Abstract

AbstractDiabetes is becoming a significant health concern in Asia, where the prevalence has reached alarming levels. An important contributing factor is the consumption of high‐carbohydrate foods, including rice, bread, etc. These high‐carbohydrate foods pose a major risk to public health due to their impact on postprandial hyperglycemia. This research aimed to formulate a chickpea pulao (cooked Indian–Pakistani rice dish) and to evaluate its effects on postprandial blood glucose levels in type 2 diabetic individuals. Antioxidant potential and total phenolic contents of herbs at different concentrations (1, 3, 5, 7, and 9%) were measured through DPPH and Folin Ciocalteu assays.

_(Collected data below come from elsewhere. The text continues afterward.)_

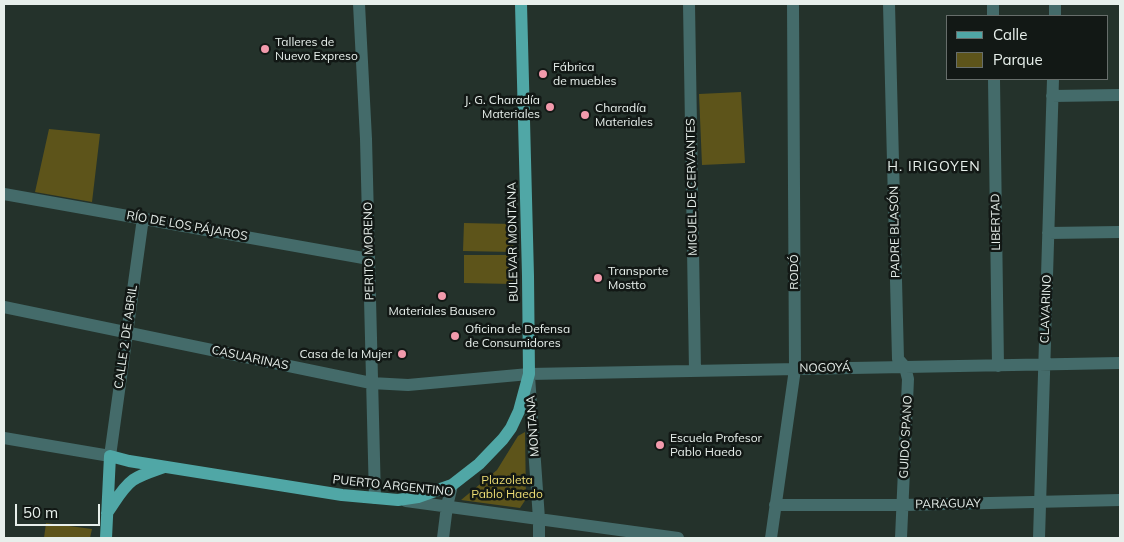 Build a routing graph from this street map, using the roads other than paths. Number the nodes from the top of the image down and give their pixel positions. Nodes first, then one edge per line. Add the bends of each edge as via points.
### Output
1 (359, 4) edge
2 (521, 4) edge
3 (689, 4) edge
4 (793, 4) edge
5 (889, 4) edge
6 (994, 80) edge
7 (1053, 80) edge
8 (1120, 95) edge
9 (1052, 96) junction
10 (4, 194) edge
11 (143, 218) junction
12 (1120, 232) edge
13 (1048, 233) junction
14 (369, 259) junction
15 (4, 307) edge
16 (127, 333) junction
17 (1120, 363) edge
18 (1044, 364) junction
19 (998, 366) junction
20 (905, 367) junction
21 (795, 369) junction
22 (695, 371) junction
23 (529, 374) junction
24 (372, 383) junction
25 (4, 438) edge
26 (110, 456) junction
27 (129, 461) junction
28 (165, 466) junction
29 (108, 485) junction
30 (129, 485) junction
31 (452, 485) junction
32 (375, 498) junction
33 (398, 500) junction
34 (1120, 500) edge
35 (1040, 502) junction
36 (775, 505) junction
37 (902, 505) junction
38 (447, 506) junction
39 (107, 512) junction
40 (539, 518) junction
41 (106, 538) edge
42 (443, 538) edge
43 (539, 538) edge
44 (678, 538) edge
45 (771, 538) edge
46 (901, 538) edge
47 (1039, 538) edge

1 - 14 street, PERITO MORENO
2 - 23 main road, BULEVAR MONTANA
3 - 22 street, MIGUEL DE CERVANTES
4 - 21 street, RODÓ
5 - 20 street, PADRE BLASÓN via 898,359
6 - 19 street, LIBERTAD
7 - 9 street, CLAVARINO
8 - 9 street
9 - 13 street, CLAVARINO
10 - 11 street, RÍO DE LOS PÁJAROS
11 - 14 street, RÍO DE LOS PÁJAROS
11 - 16 street, CALLE 2 DE ABRIL
12 - 13 street
13 - 18 street, CLAVARINO
14 - 24 street, PERITO MORENO
15 - 16 street, CASUARINAS
16 - 24 street, CASUARINAS
16 - 26 street, CALLE 2 DE ABRIL
17 - 18 street, NOGOYÁ
18 - 19 street, NOGOYÁ
18 - 35 street, CLAVARINO
19 - 20 street, NOGOYÁ
20 - 21 street, NOGOYÁ
20 - 37 street, GUIDO SPANO via 908,379
21 - 22 street, NOGOYÁ
21 - 36 street, RODÓ
22 - 23 street, NOGOYÁ
23 - 24 street, CASUARINAS via 408,385
23 - 31 main road, BULEVAR MONTANA via 511,428 479,464
23 - 40 street, MONTANA
24 - 32 street, PERITO MORENO
25 - 26 street
26 - 27 main road, PUERTO ARGENTINO
26 - 29 main road
27 - 28 main road, PUERTO ARGENTINO
27 - 30 main road via 134,472
28 - 30 main road
28 - 32 main road, PUERTO ARGENTINO
29 - 30 main road via 119,490
29 - 39 main road
30 - 39 main road
31 - 33 main road, BULEVAR MONTANA
31 - 38 street
32 - 33 main road, PUERTO ARGENTINO
33 - 38 street, PUERTO ARGENTINO
34 - 35 street, PARAGUAY
35 - 37 street, PARAGUAY
35 - 47 street, CLAVARINO
36 - 37 street, PARAGUAY
36 - 45 street, RODÓ
37 - 46 street, GUIDO SPANO
38 - 40 street, PUERTO ARGENTINO
38 - 42 street
39 - 41 main road
40 - 43 street, MONTANA
40 - 44 street, PUERTO ARGENTINO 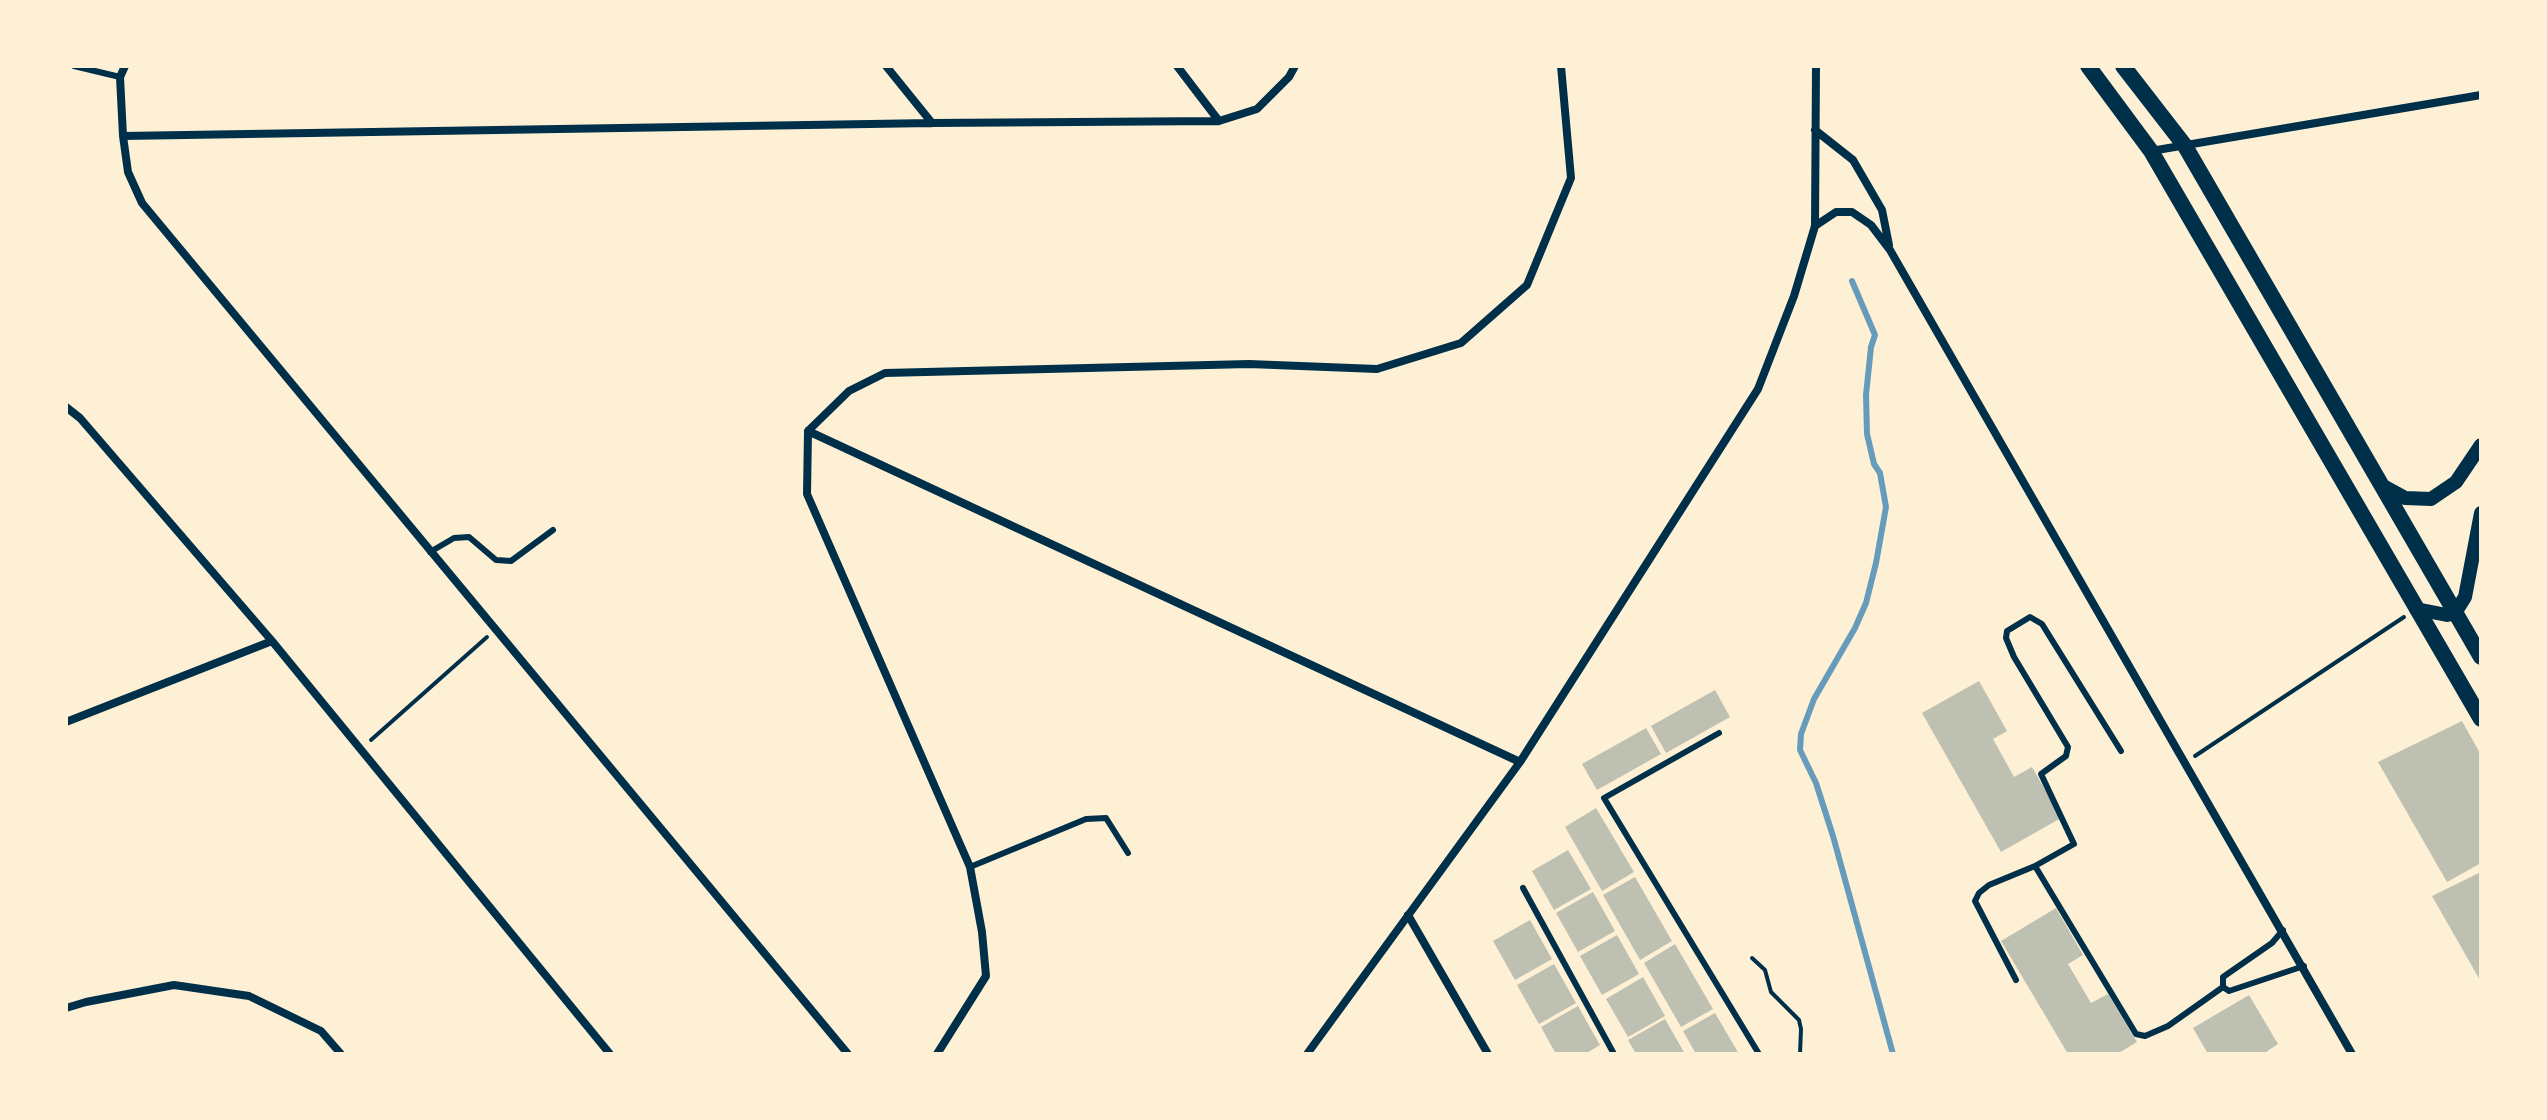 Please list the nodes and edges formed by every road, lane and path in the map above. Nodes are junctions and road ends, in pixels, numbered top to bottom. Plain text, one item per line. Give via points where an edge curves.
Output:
1 (74, 66) edge
2 (125, 66) edge
3 (886, 66) edge
4 (1177, 66) edge
5 (1295, 66) edge
6 (1561, 66) edge
7 (1816, 66) edge
8 (2088, 66) edge
9 (2123, 66) edge
10 (120, 77) junction
11 (2481, 95) edge
12 (1219, 121) junction
13 (932, 123) junction
14 (1815, 130) junction
15 (123, 136) junction
16 (2185, 146) junction
17 (2151, 151) junction
18 (1815, 226) junction
19 (1890, 250) junction
20 (66, 407) edge
21 (808, 431) junction
22 (2481, 445) edge
23 (2383, 486) junction
24 (2481, 513) edge
25 (553, 530) dead end
26 (430, 552) junction
27 (2416, 609) junction
28 (2455, 613) junction
29 (495, 630) junction
30 (272, 641) junction
31 (2481, 657) edge
32 (2481, 719) edge
33 (66, 722) edge
34 (1719, 733) dead end
35 (360, 750) junction
36 (2121, 751) dead end
37 (1520, 762) junction
38 (2186, 762) junction
39 (1128, 853) dead end
40 (2035, 866) junction
41 (970, 867) junction
42 (1523, 888) dead end
43 (1408, 915) junction
44 (2283, 930) junction
45 (1752, 958) dead end
46 (2304, 966) junction
47 (2016, 980) dead end
48 (2223, 987) junction
49 (66, 1008) edge
50 (341, 1054) edge
51 (610, 1054) edge
52 (848, 1054) edge
53 (937, 1054) edge
54 (1307, 1054) edge
55 (1488, 1054) edge
56 (1614, 1054) edge
57 (1759, 1054) edge
58 (1800, 1054) edge
59 (2352, 1054) edge

1 - 10 lane
2 - 10 street
3 - 13 street
4 - 12 street
5 - 12 street via 1257,109
6 - 21 street via 1571,178 1527,285 1461,343 1377,369 1249,364 885,373 849,391
7 - 14 street
8 - 17 main road
9 - 16 main road
10 - 15 street
11 - 16 street
12 - 13 street
13 - 15 street
14 - 18 street
14 - 19 street via 1853,160 1882,210
15 - 26 street via 128,172 142,203
16 - 17 street
16 - 23 main road
17 - 27 main road
18 - 19 street via 1836,212 1852,212 1871,225
18 - 37 street via 1758,389
19 - 38 street
20 - 30 street
21 - 37 street
21 - 41 street via 807,494
22 - 23 street via 2456,482 2431,499 2405,498
23 - 28 main road
24 - 28 street via 2465,597
25 - 26 lane via 511,561 496,560 469,537 454,538
26 - 29 street
27 - 28 street
27 - 32 main road
27 - 38 path
28 - 31 main road
29 - 35 path
29 - 52 street
30 - 33 street
30 - 35 street
34 - 57 lane via 1604,798
35 - 51 street
36 - 40 lane via 2042,624 2030,617 2007,631 2014,657 2068,747 2066,756 2041,774 2074,844
37 - 43 street
38 - 44 street
39 - 41 lane via 1106,818 1086,819
40 - 47 lane via 1989,885 1975,901
40 - 48 lane via 2136,1034 2145,1036 2168,1026
41 - 53 street via 986,976
42 - 56 lane
43 - 54 street
43 - 55 street
44 - 46 street
44 - 48 lane via 2223,977
45 - 58 path via 1765,970 1771,992 1799,1020
46 - 48 lane via 2229,991
46 - 59 street
49 - 50 street via 174,985 249,996 321,1031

The antidiabetic potential was tested by α‐amylase and α‐glucosidase inhibition assays. After sensory evaluation, the best‐chosen concentration was used to formulate the chickpea pulao. The study trial was advertised under “DP trial,” and 12 participants were recruited. A single‐blind randomized cross‐over trial was conducted for 3 weeks with a one‐week wash‐over time in between. Participants' preprandial and postprandial blood glucose levels were recorded for control and intervention recipes. Results indicated that both fenugreek seeds (FS) and Indian rennet (IR) showed good antioxidant and hypoglycemic activity (p = .000) in raw and boiled extracts. For DPPH, the IC50 values of unboiled and boiled combined (FS + IR) extracts were calculated as 7.4% and 8.02%, respectively. Similarly, for α‐amylase, the IC50 values of combined IR and FS unboiled and boiled extracts were 6.58% and 6.83%, and for α‐glucosidase inhibition assay, the values were measured as 14.98% and 16.24%. The single‐blind randomized cross‐over trial showed that consuming the intervention recipe significantly reduced postprandial hyperglycemia (p = .000) in type 2 diabetic participants. The intervention recipe decreased hyperglycemia by approximately 15% daily compared to the control recipe. Incorporation of hypoglycemic herbs into dietary patterns can work as an adjunct therapy for diabetes management, especially in populations with a high prevalence of this disease.